Tre ladri entrano nel cantiere di Angelo Peveri, sul greto del torrente Tidone per rubare carburante dai mezzi, da una escavatrice. Scatta l’allarme e il titolare del cantiere armato di un fucile chiama un dipendente e con il figlio corre verso il cantiere.
Cinque cartucce in tutto, sparerà quella sera. Tre dal ponte per far scappare i ladri, ferendone uno «all’altezza dell’epicondilo mediale destro». Ma uno dei tre fuggitivi, Dorel Jucan, decide di tornare indietro per recuperare la sua auto.

E sulla strada incontra il dipendente della impresa corso ad aiutare il titolare, che gli intima di inginocchiarsi a terra con le mani dietro la nuca.
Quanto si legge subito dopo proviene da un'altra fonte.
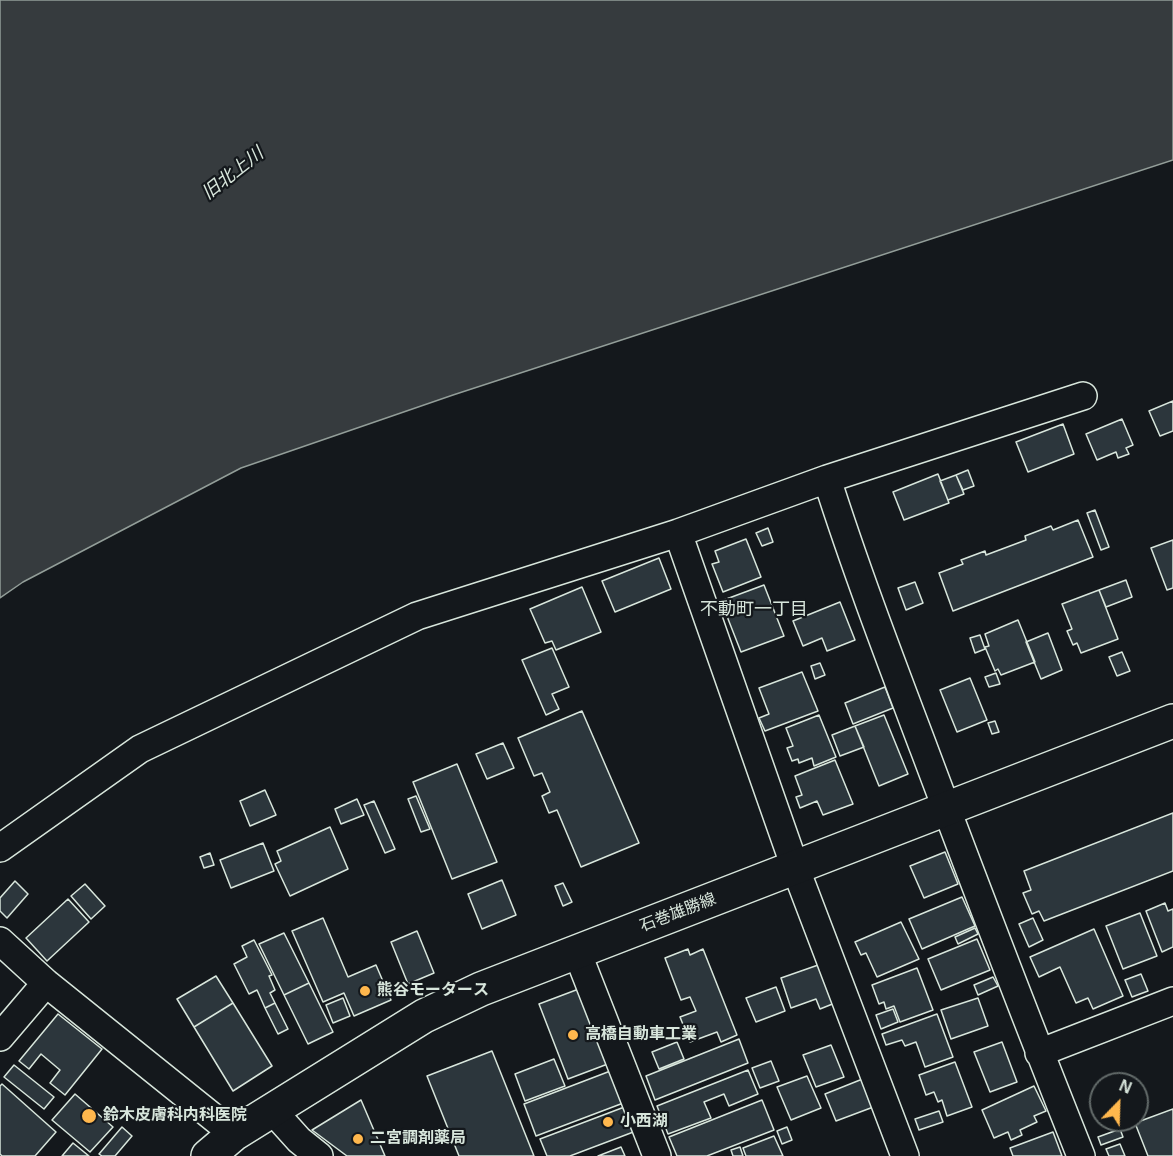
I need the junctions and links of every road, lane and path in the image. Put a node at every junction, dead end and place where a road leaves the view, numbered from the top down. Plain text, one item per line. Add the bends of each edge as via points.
1 (1083, 396) dead end
2 (826, 479) junction
3 (678, 533) junction
4 (1173, 721) edge
5 (946, 809) junction
6 (0, 848) edge
7 (795, 867) junction
8 (0, 941) edge
9 (577, 952) junction
10 (46, 982) junction
11 (1173, 1001) edge
12 (0, 1037) edge
13 (1040, 1053) junction
14 (272, 1110) junction
15 (234, 1134) junction
16 (208, 1156) edge
17 (319, 1156) edge
18 (657, 1156) edge
19 (905, 1156) edge
20 (1081, 1156) edge

1 - 2 street
2 - 3 street
2 - 5 street
3 - 6 street via 417,616 140,749
3 - 7 street
4 - 5 main road, 石巻雄勝線
5 - 7 main road, 石巻雄勝線
5 - 13 street
7 - 9 main road, 石巻雄勝線
7 - 19 street
8 - 10 street
9 - 14 main road, 石巻雄勝線 via 423,1016
9 - 18 street
10 - 12 street
10 - 15 street
11 - 13 street
13 - 20 street
14 - 15 main road, 石巻雄勝線
14 - 17 street
15 - 16 main road, 石巻雄勝線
«Da quella posizione – scrivono gli inquirenti – Gheorghe Botezatu colpiva Dorel Jucan agli arti superiori con un corpo contundente non meglio identificato che lo faceva sbilanciare a terra; rimasto supino Jucan riceveva un secondo colpo all’avambraccio sinistro che gli cagionava la rottura del cinturino dell’orologio».
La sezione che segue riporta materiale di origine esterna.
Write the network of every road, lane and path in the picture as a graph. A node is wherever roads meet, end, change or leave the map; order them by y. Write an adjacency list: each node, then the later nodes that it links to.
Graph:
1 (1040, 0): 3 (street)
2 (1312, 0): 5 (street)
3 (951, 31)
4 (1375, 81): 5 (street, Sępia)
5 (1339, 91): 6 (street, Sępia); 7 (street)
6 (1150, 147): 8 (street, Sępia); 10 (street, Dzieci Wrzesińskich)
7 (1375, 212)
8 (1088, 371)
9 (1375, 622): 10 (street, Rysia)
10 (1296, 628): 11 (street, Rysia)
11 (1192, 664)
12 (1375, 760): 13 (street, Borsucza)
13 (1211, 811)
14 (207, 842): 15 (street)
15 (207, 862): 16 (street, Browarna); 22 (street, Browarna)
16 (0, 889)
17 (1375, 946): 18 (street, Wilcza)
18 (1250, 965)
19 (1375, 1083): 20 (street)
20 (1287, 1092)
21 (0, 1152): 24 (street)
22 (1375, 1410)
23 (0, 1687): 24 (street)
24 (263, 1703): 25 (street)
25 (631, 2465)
«Nel frattempo sopraggiungeva Angelo Peveri che, nell’area di cantiere, con il fucile esplodeva altri due colpi d’arma da fuoco impiegando per uno un’ulteriore cartuccia calibro 12 “less than letal” e, per l’altro, una cartuccia calibro 12 a 9 pallettoni. In particolare, quest’ultimo colpo attingeva Dorel Jucan alla faccia anteriore dell’emitorace destro e veniva esploso mentre il Peveri, a una distanza di circa 1,5-2 metri e in posizione eretta, sovrastava la vittima che si trovava ancora distesa supina a terra dopo essere stata aggredita, oltre che da Gheorghe Botezatu anche dallo stesso Peveri che, associandosi all’azione del primo, afferrando e tenendo per il collo Dorel Jucan, gli faceva più volte il capo sui sassi del terreno».